The following press release from UK public library campaigners highlights major concerns surrounding library cuts and the current inaction of the government and its partner organisations to address the issues or provide any leadership in this situation.

DANGER: 1,000 LIBRARIES TO CLOSE

That’s a full quarter of the total in England – all of them small
branches that cost peanuts to run, & are located where people need
them most.

HOW DO WE WORK OUT THIS FIGURE?
201 library service points were closed last year.
A further 336 are threatened with closure (to date) this year.
Arts Council England predicts a further cut of at least 40% by 2016.

WHY ISN’T THE GOVERNMENT TELLING YOU THIS?
These are figures you will not see on any official website or press
release. They are compiled by a librarian in his spare time* from
local press reports.

That’s just one example of what is NOT being done by the bodies

responsible for public libraries – the government (DCMS, Department
for Culture, Media & Sport) and Arts Council England (ACE).

AND CLOSURES ARE NOT THE ONLY BAD NEWS
Many libraries have been dumped on to local communities, to run as
best they can.

Many more stay open under council control, but are losing books,
opening hours and skilled staff.

CRISIS? WHAT CRISIS?
Yet, say library campaigners, the government simply denies there is
any problem. It points to a handful of new library openings, as if
these compensate for mass closures and downgrading.
It ignores all evidence presented to it.
Even worse, it has powers to help – but chooses to do nothing.

WHAT’S REALLY HAPPENING
Many campaign groups and hundreds of reports in local media show that
the real situation is bleak. Check the website for yourself*.
For instance….
= Lincolnshire plans that 32 of its 45 libraries, plus an unspecified
number of mobile units, will either close or be passed on to
volunteers. That means losing 170 highly-trained staff (55 FTE) and
177 public access computers.
= Herefordshire decided to close ALL except its one central library –
and is now dealing with a huge outcry from the public.
These are only the latest to see their library service dismantled.
Mass closures have already taken place, from Newcastle to the Isle of
Wight, Gloucestershire to Brent. And about 3,000 professional
librarians have already lost their jobs.

QUOTE
Library campaigner Shirley Burnham says: ‘The Minister, Ed Vaizey, was
vociferous in defence of libraries when in Opposition. But he has
been frozen into inaction since coming into office.
‘He and his officials are in denial, muttering “What crisis?” as
hundreds of libraries are closed, or the keys handed to volunteers –
with no support.’

QUOTE
The Library Campaign is the national group for library users.
Laura Swaffield, its chair, says: ‘Library users have appealed time
and again to the minister to intervene against mass closures.
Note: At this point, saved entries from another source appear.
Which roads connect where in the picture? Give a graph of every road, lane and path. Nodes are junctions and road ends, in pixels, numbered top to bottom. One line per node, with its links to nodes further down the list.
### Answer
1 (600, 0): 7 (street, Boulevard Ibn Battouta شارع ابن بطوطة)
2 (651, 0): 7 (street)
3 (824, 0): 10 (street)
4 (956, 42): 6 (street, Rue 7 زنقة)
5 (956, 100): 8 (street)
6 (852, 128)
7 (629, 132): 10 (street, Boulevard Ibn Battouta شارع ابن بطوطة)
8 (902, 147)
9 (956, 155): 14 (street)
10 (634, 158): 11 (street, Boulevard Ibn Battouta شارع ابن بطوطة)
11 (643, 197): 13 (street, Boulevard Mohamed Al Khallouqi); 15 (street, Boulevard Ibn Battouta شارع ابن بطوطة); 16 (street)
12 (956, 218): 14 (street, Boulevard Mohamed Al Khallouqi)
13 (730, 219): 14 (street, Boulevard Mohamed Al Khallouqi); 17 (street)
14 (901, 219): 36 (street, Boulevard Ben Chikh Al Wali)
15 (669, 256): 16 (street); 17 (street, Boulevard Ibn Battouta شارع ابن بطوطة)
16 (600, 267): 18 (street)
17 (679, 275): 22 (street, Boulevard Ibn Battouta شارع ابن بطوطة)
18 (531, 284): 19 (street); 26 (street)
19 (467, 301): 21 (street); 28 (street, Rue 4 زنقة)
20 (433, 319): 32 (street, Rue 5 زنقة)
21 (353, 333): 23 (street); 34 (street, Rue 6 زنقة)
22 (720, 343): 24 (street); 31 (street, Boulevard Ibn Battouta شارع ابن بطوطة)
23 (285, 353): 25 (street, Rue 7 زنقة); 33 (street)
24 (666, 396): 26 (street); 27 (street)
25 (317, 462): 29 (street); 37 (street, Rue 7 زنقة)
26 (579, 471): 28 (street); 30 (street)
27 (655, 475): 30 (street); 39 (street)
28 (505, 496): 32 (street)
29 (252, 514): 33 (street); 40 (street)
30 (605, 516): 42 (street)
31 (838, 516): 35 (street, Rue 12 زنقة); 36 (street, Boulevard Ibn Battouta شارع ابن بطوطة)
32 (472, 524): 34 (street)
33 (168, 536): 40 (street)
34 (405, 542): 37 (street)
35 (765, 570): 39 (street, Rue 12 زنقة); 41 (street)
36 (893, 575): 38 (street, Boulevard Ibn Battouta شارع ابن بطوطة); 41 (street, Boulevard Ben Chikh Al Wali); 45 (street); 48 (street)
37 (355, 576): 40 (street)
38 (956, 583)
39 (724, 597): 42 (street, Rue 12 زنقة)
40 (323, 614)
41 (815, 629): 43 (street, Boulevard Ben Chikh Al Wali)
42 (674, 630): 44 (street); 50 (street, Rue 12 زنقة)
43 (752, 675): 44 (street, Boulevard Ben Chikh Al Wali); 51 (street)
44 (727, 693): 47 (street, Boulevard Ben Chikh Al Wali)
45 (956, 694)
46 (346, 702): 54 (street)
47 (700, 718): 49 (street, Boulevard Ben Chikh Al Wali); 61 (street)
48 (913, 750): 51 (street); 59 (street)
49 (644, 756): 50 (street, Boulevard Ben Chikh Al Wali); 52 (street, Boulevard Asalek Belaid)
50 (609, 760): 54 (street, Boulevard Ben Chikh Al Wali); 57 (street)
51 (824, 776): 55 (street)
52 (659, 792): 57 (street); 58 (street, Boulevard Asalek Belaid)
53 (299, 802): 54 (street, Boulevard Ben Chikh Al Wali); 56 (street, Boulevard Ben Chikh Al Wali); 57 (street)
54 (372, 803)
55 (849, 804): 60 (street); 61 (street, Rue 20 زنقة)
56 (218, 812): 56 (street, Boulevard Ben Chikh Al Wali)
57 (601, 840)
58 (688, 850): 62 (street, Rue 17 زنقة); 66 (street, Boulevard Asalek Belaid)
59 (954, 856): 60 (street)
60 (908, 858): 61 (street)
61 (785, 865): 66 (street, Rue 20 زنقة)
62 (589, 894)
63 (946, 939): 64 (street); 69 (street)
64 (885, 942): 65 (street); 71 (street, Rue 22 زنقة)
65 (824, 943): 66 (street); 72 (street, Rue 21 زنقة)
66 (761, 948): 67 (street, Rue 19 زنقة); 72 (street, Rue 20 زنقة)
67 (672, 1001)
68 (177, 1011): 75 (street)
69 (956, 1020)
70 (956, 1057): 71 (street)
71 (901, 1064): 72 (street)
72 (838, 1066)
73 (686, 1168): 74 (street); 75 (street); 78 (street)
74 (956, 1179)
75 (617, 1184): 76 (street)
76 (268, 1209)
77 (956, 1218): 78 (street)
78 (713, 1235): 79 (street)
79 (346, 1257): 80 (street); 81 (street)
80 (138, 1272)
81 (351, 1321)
He has a
legal duty to “superintend and improve” the service**. But he does
nothing.
‘And he does nothing about libraries that stay open but now provide a
far worse service. Scotland and Wales have national minimum standards,
but not England.
‘Finally, many communities are now trying to run their own libraries,
as the only way to save them. They get no national help or advice. Not
from the government, not from Arts Council England (ACE).’
At the recent Library Campaign conference in London, Jim Brooks of the
Little Chalfont volunteer-run library in Buckinghamshire reported that
130 volunteer groups have found their way to him, desperate for help.
Laura says: ‘Jim is the only national resource giving advice. It’s absurd!’

FUTURE? WHAT FUTURE?
Brian Ashley, who holds the libraries portfolio for ACE, admitted at
the Library Campaign meeting that libraries face a further 40% cut in
funding. But ACE has no shared plan to help local authorities manage
their resources – or focus on users’ needs.
At most risk are rural
areas and deprived urban areas. If a local library closes, travel to
another one is difficult and expensive. And few have the time, money
or skills to take it over themselves.
Yet libraries offer a lifeline to many people in need – especially to
those with no internet access, families with small children, those in
education and older people. Libraries are the last refuge of a
civilised society and cost next to nothing.

WHITEHALL FARCE
The government’s refusal to intervene verges on the farcical. Bolton
campaigner, retired solicitor Geof Dron, says: ‘The council did not
believe volunteer-run libraries would be sustainable, and simply
closed five libraries.
‘Local campaigners and the Civic Trust asked the Minister to use his
legal powers (ii) to intervene. First his officials lost part of our
submission. Then they refused even to meet with us.
‘The Minister, from the comfort of his Whitehall office, has refused
our request for an inquiry. He expresses no interest in the needs of
the young, the elderly and the disadvantaged of Bolton for literacy,
education and access to computers. He is not prepared even to talk to
us.’

WHAT’S MISSING?
At the same time, many libraries still under local authority control
have lost much of their bookstock, professional expertise and ethos as
cost-free, neutral places of study, reading for pleasure and access to
information (both physical and digital). 
A multiplicity of
consultancy studies and official reports are gathering dust in
Whitehall.
What is missing, however, is any plan by government or its partners to
address the issues or to provide an iota of leadership.
This is despite pleas by the All Party Parliamentary Group, senior
politicians and the professional bodies that represent librarians. As
a speaker at the recent Society of Chief Librarians’ conference said,
the Minister ‘needs to smell the coffee’.

WHAT’S NEEDED?
Campaigners say that much can – and should – be done to halt the
hollowing out or collapse of public libraries. Destroying libraries
signifies incompetence, not necessity.
Notably, a handful of local authorities are protecting or even
enhancing provision under the same economic constraints as others. The
DCMS ignores this evidence of best practice and refuses to contemplate
national standards for libraries, a postcode lottery of service
provision is inevitable. The minister (or ACE) should find out what
works, where and in what circumstances, and use his powers.

DIVIDENDS
Other countries are investing in libraries – from Australia and New
Zealand to China and South Korea.
A high quality public library service that serves the common good and
underpins the nation’s literacy will, campaigners insist, reap
dividends for the national economy.

But only if those responsible for libraries take their heads out of the sand.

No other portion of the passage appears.